More consumers are expected to experience hardship in paying their National Broadband Network (NBN) bills as Australia’s telcos look to eventually turn off the tap for financial support, a Telecommunications Industry Ombudsman (TIO) representative told a Senate committee on Friday.
Standing before the Joint Standing Committee on the National Broadband Network on Friday, TIO Judi Jones said the financial support given by government and industry had stalled any potential uptick of complaints that the agency expected from consumers.
“We’ve waited to see an increase in complaints about hardship and problems paying a bill — we think that will come, but by the end of the year it wasn’t showing up as a particular issue. It was starting to rise but it actually dropped off as an important issue in the pandemic because of financial support,” Jones said.
“We are anticipating, as government and providers wind back support measures, we’ll see more hardship issues for residential and small business consumers,” Jones said.
She noted, however, that there has been a 1,500% increase of consumer complaints during the most recent quarter in the category of being unable to contact internet providers when experiencing connection issues.
The latest report by the TIO, released in July, had revealed there was a direct correlation between the coronavirus pandemic, and the complaints it received between March and June 2020.
The TIO’s systemic investigation report uncovered that there was an increase in complaints from mid-March by consumers about not being able to contact their providers.

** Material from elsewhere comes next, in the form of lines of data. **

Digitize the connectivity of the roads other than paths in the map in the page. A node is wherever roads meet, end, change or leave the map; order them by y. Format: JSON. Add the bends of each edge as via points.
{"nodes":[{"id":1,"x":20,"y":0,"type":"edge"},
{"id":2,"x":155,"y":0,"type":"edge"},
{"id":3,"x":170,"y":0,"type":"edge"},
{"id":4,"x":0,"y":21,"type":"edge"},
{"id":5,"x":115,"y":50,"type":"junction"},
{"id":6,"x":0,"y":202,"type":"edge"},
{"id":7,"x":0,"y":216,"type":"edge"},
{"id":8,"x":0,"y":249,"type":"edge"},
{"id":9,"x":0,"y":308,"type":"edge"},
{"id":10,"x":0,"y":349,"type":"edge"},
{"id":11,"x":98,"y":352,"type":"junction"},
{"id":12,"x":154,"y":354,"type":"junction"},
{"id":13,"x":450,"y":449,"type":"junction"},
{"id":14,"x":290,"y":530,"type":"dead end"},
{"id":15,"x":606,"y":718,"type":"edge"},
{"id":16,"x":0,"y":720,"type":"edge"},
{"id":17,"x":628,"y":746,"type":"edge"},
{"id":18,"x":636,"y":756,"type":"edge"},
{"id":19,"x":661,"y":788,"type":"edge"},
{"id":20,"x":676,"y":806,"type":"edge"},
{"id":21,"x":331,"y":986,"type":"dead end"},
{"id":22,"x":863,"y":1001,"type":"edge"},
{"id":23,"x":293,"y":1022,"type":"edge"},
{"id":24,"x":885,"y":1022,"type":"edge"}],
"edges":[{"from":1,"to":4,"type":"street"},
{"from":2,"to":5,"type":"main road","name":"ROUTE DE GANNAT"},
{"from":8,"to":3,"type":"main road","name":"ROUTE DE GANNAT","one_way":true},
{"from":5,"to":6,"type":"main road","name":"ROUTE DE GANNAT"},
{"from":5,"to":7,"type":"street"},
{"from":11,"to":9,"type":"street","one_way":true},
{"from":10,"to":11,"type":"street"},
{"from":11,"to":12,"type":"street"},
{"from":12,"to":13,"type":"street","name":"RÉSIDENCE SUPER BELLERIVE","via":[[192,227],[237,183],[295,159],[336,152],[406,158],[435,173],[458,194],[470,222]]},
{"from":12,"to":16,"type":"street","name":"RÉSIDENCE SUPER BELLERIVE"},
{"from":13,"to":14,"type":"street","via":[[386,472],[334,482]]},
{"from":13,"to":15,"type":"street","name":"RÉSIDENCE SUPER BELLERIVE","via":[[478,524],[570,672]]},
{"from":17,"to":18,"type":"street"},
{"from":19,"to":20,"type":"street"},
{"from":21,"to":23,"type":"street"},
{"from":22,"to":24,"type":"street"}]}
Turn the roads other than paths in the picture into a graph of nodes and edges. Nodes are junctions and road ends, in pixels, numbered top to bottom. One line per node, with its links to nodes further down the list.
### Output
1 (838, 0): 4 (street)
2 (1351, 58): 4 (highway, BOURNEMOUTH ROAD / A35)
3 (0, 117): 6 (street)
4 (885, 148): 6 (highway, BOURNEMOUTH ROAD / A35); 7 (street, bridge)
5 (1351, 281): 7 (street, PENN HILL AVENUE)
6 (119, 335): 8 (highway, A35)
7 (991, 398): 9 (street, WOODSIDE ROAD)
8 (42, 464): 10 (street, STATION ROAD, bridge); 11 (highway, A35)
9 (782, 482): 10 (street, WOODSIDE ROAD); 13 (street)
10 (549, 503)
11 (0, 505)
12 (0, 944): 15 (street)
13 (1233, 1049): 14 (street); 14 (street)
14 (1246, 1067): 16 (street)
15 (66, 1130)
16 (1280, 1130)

By early April, the average number of daily complaints by consumers being unable to reach their providers peaked at 130.
“What we did see in their complaints that came to us was the impact was more important for consumers, so not having a working internet service impacted not just watching Netflix in the evening when you were home,” Jones told the committee.
“It has impacted your kid’s ability to learn, and your ability to be able to continue to be employed by working from home, or for small businesses without pivoting to have a completely online interaction with the consumers.”
The proportion of fault and connection complaints from small businesses also increased from 14% to 15.7% quarter-over-quarter in relation to total fault and connection complaints for services delivered over the NBN in the most recent quarter, Jones said.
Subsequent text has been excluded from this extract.